Isis
,
[* 3] ursprünglich ägypt. Göttin, deren Begriff und Kult durch asiatischen und griechischen Einfluß im Lauf der Zeit mannigfachen Modifikationen unterlagen. In der urägyptischen Anschauung galten I. und Osiris [* 4] (s. d.) als die Repräsentanten des Nillandes und des dasselbe befruchtenden Stroms, und die Erinnerung an diese urägyptische Bedeutung zieht sich durch alle Wandlungen, welche diese Gottheiten im Lauf der Zeit erfahren haben. Osiris, der Nilgott, veranlaßt den Gebrauch des Pflugs, und I. erfindet die Behandlung des Weizens und der Gerste. [* 5]
Die Erde, nämlich diese als Nilland gedacht, dem alle Bildungen des Lebens entsprungen sind, ist der Leib der I. Mit Osiris ehelich verbunden, ist letztere das vom Nil befruchtete Land. Typhon, das Symbol des Feuerkults, stört durch sein Dazwischentreten den stillen Frieden des harmlosen Götterpaars. Osiris wird von ihm überlistet und getötet, von I. betrauert und gesucht (d. h. das Nilland dürstet nach dem Segen des Wassers). In ihrem Sohn Horos [* 6] (s. d.) ersteht dem Vater ein Rächer.
Infolge des von Syrien und Assyrien her eindringenden Sonnenkults mit seinen sinnlichen Symbolen gestaltete sich Osiris zum strahlenden Sonnengott, I. zur gehörnten Mondgöttin um. Als solche erhielt I. die ganze umfassende Bedeutung, welche die Alte Welt diesem Gestirn beilegte. Sie ist der Dämon, der die Zu- und Abnahme des Flusses, die Anschwellung der Kanäle leitet; ihre Thränen schwellen den Strom und befruchten das Land. Sie ist, wie Demeter, [* 7] Spenderin der Nahrung, erfindet den Gebrauch von Weizen, Gerste und Lein; sie ist ferner, wie Demeter, Göttin der Unterwelt, beherrscht mit Osiris das Leben auch noch nach dem Tod und hat die Schlüssel des Schattenreichs in ihren Händen.

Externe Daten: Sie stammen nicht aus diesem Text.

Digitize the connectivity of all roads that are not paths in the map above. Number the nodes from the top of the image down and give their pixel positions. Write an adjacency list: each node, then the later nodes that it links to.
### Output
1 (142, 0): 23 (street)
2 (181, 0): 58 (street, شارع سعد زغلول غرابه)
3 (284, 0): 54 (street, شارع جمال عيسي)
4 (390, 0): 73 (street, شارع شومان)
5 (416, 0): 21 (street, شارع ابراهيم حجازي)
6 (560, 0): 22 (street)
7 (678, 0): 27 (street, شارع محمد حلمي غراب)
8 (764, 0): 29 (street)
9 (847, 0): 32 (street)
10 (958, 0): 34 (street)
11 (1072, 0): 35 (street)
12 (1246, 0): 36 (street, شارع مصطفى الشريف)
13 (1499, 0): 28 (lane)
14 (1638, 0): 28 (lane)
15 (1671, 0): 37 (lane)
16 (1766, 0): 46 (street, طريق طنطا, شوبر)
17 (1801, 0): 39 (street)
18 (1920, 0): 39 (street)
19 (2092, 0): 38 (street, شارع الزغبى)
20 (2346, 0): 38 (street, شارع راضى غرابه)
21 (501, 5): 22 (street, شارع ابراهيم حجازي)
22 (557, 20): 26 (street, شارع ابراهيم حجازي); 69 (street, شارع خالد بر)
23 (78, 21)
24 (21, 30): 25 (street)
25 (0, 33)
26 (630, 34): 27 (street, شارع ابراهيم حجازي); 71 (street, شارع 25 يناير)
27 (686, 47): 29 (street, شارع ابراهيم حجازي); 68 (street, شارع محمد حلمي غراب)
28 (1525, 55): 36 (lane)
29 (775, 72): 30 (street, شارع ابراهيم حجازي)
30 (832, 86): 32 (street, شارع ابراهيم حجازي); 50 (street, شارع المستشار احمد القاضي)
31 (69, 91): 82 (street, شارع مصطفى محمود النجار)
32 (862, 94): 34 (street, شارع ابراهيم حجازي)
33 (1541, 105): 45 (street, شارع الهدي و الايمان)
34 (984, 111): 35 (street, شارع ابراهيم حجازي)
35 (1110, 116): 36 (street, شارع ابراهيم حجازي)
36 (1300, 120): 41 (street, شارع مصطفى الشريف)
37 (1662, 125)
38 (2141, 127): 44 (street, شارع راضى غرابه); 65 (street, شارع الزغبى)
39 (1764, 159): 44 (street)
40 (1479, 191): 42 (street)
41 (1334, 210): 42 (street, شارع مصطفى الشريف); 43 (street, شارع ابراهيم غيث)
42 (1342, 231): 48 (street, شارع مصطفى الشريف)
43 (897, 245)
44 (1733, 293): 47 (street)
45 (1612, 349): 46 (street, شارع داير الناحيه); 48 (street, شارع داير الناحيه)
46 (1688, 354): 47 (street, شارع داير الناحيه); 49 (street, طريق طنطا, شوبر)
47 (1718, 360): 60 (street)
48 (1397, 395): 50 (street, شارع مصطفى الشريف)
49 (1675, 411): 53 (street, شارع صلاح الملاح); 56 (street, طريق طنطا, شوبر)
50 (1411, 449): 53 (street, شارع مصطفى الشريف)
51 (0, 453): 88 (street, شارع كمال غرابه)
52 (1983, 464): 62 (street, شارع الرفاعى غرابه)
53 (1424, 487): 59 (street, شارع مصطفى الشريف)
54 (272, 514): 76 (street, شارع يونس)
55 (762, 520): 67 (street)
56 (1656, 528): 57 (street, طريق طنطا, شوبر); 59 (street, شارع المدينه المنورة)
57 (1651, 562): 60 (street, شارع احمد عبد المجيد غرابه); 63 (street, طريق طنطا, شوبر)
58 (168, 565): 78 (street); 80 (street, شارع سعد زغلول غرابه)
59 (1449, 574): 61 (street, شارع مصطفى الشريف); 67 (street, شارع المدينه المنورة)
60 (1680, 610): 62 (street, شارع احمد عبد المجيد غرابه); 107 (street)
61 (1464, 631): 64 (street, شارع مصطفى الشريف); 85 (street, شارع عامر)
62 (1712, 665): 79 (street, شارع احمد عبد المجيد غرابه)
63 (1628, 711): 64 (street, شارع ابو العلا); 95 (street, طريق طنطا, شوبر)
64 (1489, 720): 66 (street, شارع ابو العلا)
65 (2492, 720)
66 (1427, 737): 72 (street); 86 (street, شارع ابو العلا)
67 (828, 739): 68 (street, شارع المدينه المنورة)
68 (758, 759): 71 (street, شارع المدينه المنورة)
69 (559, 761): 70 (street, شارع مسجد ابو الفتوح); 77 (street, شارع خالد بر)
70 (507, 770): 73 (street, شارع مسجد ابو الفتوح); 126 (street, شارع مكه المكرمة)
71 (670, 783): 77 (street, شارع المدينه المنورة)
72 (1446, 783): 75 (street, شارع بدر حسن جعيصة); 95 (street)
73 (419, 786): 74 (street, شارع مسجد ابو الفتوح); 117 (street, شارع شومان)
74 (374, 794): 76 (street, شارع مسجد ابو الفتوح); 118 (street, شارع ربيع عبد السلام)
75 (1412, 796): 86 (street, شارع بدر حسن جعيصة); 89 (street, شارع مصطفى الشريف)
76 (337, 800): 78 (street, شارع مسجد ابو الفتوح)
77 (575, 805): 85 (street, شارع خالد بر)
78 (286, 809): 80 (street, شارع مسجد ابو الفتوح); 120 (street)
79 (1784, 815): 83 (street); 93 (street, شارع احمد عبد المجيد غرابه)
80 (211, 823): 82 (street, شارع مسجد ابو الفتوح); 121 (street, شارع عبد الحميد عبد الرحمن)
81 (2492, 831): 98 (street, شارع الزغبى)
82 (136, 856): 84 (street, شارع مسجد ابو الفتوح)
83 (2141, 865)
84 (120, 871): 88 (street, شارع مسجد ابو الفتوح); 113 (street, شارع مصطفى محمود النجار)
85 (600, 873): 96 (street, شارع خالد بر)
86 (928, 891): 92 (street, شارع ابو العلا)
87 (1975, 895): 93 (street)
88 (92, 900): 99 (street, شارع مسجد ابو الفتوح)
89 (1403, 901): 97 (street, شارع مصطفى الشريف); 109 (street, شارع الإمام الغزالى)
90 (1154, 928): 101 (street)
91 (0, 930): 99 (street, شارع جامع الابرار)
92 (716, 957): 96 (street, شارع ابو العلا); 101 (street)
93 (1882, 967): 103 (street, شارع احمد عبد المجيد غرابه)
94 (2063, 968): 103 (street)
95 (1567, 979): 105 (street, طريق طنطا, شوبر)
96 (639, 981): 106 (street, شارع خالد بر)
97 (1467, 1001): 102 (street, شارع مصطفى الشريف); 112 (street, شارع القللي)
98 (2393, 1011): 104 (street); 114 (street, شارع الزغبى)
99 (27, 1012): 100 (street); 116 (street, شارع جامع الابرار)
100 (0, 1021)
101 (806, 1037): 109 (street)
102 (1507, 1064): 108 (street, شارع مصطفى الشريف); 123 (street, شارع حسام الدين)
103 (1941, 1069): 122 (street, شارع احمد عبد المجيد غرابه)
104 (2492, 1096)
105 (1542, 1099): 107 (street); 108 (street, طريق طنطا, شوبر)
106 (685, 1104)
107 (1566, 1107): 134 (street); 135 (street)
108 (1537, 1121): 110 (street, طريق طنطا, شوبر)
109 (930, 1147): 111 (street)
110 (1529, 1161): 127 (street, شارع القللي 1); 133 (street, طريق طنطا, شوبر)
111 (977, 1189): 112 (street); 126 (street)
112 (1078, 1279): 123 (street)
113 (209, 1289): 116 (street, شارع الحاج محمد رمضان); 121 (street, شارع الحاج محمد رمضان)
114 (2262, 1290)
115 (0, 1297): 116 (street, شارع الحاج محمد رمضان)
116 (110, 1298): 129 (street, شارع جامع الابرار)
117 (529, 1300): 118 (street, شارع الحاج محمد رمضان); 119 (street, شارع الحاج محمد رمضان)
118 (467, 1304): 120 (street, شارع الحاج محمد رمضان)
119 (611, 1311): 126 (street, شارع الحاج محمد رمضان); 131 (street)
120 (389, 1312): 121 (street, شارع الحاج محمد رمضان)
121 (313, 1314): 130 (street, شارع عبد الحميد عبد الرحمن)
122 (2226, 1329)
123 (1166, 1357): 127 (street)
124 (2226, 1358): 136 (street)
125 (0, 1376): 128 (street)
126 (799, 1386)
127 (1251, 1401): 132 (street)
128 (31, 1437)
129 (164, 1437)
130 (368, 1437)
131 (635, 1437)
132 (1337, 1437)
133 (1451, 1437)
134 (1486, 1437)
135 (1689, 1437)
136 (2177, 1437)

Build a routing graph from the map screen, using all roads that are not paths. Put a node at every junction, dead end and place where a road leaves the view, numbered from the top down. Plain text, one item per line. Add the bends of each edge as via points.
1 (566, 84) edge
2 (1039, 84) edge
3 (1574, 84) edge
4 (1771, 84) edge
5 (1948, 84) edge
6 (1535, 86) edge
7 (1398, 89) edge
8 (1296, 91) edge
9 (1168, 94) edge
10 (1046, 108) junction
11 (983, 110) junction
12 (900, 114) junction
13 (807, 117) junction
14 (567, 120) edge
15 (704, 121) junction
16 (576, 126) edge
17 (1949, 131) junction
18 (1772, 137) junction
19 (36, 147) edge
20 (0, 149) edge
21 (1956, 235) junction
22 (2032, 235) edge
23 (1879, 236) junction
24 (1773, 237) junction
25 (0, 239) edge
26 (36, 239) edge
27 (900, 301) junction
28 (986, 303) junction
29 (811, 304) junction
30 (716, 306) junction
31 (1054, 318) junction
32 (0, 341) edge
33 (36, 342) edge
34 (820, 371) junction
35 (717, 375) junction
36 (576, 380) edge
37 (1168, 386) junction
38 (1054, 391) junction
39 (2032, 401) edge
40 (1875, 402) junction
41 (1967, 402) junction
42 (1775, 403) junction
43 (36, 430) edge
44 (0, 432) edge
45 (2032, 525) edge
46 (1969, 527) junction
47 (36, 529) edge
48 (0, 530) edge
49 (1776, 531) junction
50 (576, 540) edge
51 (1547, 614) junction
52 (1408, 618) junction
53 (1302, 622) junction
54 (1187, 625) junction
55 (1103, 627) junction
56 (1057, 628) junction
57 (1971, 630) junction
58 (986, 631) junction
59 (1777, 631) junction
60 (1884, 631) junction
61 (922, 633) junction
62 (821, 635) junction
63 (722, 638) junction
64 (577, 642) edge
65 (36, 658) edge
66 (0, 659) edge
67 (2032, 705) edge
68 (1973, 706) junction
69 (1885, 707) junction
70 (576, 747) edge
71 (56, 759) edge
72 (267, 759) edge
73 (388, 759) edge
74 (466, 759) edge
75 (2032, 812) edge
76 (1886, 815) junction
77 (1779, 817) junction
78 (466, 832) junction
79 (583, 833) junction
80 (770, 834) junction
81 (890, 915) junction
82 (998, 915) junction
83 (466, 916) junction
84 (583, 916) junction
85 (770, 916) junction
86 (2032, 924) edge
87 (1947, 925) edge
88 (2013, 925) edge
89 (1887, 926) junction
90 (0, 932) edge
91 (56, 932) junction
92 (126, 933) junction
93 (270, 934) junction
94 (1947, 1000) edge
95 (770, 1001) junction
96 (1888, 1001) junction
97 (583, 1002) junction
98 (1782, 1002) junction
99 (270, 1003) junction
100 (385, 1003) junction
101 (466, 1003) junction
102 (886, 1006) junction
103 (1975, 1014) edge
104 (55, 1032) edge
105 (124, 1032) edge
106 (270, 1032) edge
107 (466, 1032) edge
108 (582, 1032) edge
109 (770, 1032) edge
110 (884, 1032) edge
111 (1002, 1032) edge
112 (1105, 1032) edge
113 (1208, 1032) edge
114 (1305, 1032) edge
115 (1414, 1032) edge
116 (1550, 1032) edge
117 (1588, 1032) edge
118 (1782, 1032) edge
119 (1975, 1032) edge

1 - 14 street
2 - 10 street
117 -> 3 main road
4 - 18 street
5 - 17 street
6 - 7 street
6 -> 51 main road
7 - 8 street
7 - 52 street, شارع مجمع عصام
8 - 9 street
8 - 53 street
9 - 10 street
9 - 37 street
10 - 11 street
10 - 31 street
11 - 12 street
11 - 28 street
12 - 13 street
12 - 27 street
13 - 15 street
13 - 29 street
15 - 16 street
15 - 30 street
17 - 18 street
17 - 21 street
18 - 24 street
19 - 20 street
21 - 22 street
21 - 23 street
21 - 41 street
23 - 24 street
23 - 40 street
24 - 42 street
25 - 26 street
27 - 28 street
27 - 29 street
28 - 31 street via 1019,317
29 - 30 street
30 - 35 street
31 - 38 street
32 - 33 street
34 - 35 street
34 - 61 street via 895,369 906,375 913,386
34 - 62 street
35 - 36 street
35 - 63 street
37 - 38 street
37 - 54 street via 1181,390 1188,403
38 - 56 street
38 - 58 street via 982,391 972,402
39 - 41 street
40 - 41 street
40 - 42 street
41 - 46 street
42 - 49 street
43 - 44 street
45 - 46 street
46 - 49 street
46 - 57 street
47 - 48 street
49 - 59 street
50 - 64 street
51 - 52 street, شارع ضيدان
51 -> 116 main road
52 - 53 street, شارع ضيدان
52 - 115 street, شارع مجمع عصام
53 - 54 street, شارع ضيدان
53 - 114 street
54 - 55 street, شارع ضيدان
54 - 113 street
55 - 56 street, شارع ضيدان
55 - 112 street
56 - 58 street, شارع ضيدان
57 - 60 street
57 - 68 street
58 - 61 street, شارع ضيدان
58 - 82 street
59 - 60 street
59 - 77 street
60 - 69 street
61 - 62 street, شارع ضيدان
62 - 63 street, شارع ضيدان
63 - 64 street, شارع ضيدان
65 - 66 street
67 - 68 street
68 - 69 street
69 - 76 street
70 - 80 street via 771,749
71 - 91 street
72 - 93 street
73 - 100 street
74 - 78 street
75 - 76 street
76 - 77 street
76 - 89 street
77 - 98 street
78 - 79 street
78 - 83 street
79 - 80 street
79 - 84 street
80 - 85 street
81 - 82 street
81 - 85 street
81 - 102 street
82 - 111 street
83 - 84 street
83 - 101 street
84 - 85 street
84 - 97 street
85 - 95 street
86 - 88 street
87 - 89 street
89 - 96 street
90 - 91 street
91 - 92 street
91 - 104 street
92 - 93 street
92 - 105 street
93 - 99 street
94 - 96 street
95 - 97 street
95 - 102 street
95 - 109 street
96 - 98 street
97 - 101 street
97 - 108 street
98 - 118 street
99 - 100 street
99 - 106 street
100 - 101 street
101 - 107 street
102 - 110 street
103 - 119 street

Weil sie aber auch den Kranken Heilmittel im Traum angibt, so finden in ihren Tempeln Inkubationen statt, besonders von Blinden. Auch ist sie Geburtshelferin, wie alle Mondgöttinnen. Sie tritt ferner, wie Demeter, unter die Gottheiten der sittlichen Weltordnung ein: sie wird Gesetzgeberin, Stifterin der Ehe und Erhalterin der Staaten etc.;
kurz, sie wird allmählich ein Wesen von der umfassendsten Bedeutung.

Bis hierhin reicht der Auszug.